▶ Instructions to follow: Using the listing below, show all lines that hold the word "above".

▶ Available records:
▬▬▬▬▬▬▬▬▬▬

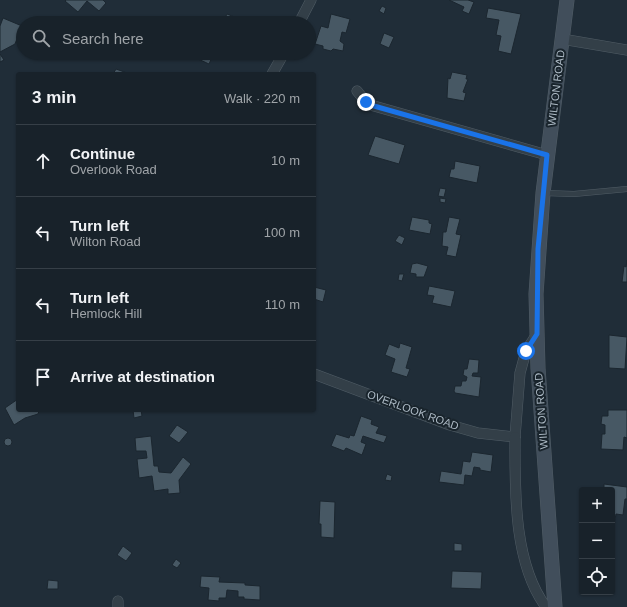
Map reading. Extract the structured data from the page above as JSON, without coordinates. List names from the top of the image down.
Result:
{
  "streets": {
    "main road": ["WILTON ROAD"],
    "street": ["OVERLOOK ROAD"]
  },
  "page": {
    "search": "Search here",
    "heading": ["3 min", "Walk · 220 m"],
    "list": [
      ["Continue", "Overlook Road", "10 m"],
      ["Turn left", "Wilton Road", "100 m"],
      ["Turn left", "Hemlock Hill", "110 m"],
      "Arrive at destination"
    ],
    "map_buttons": ["+", "−"]
  }
}
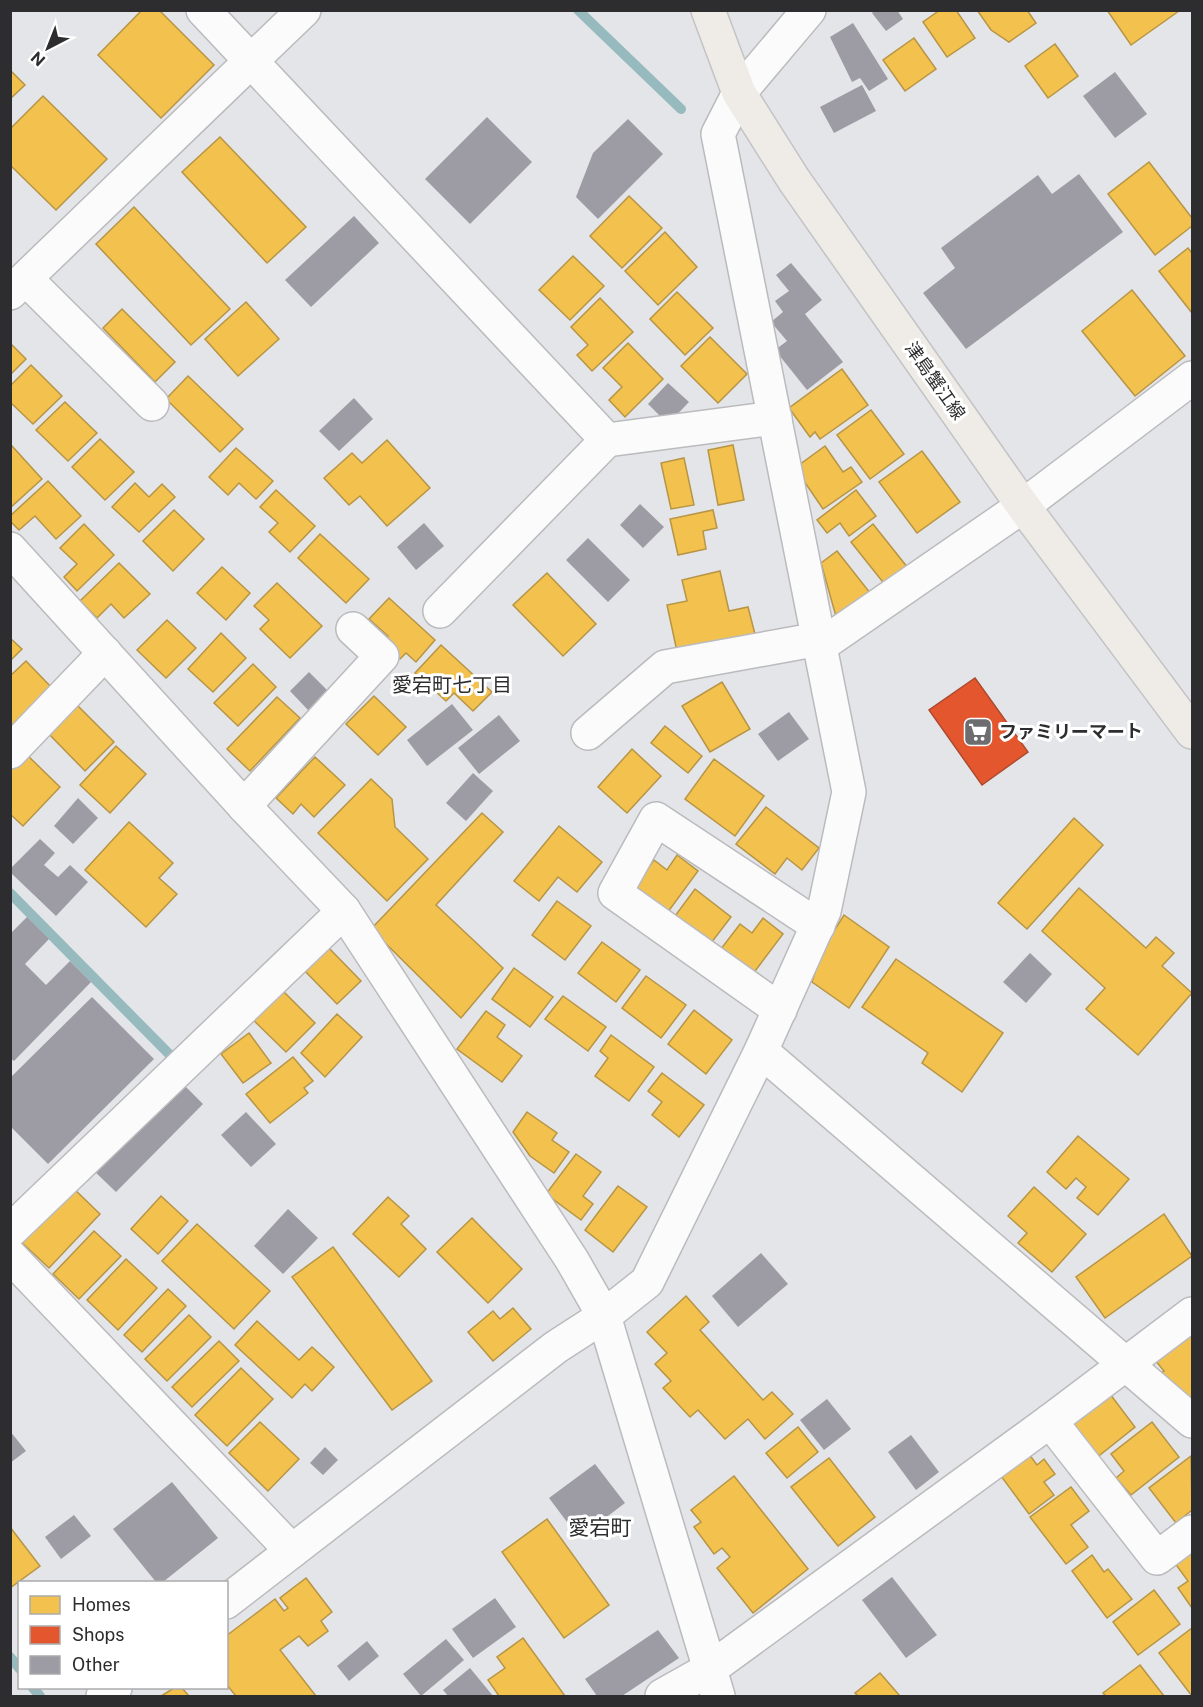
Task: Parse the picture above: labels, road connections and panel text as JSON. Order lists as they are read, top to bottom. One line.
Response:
{"streets":{"main road":["津島蟹江線"]},"districts":["愛宕町七丁目","愛宕町"],"places":{"supermarket":["ファミリーマート"]},"legend":["Homes","Shops","Other"],"north":"bottom left"}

▬▬▬▬▬▬▬▬▬▬

▶ Solution to this exercise:
Map reading. Extract the structured data from the page above as JSON, without coordinates. List names from the top of the image down.
Task: Parse the picture above: labels, road connections and panel text as JSON. Order lists as they are read, top to bottom. One line.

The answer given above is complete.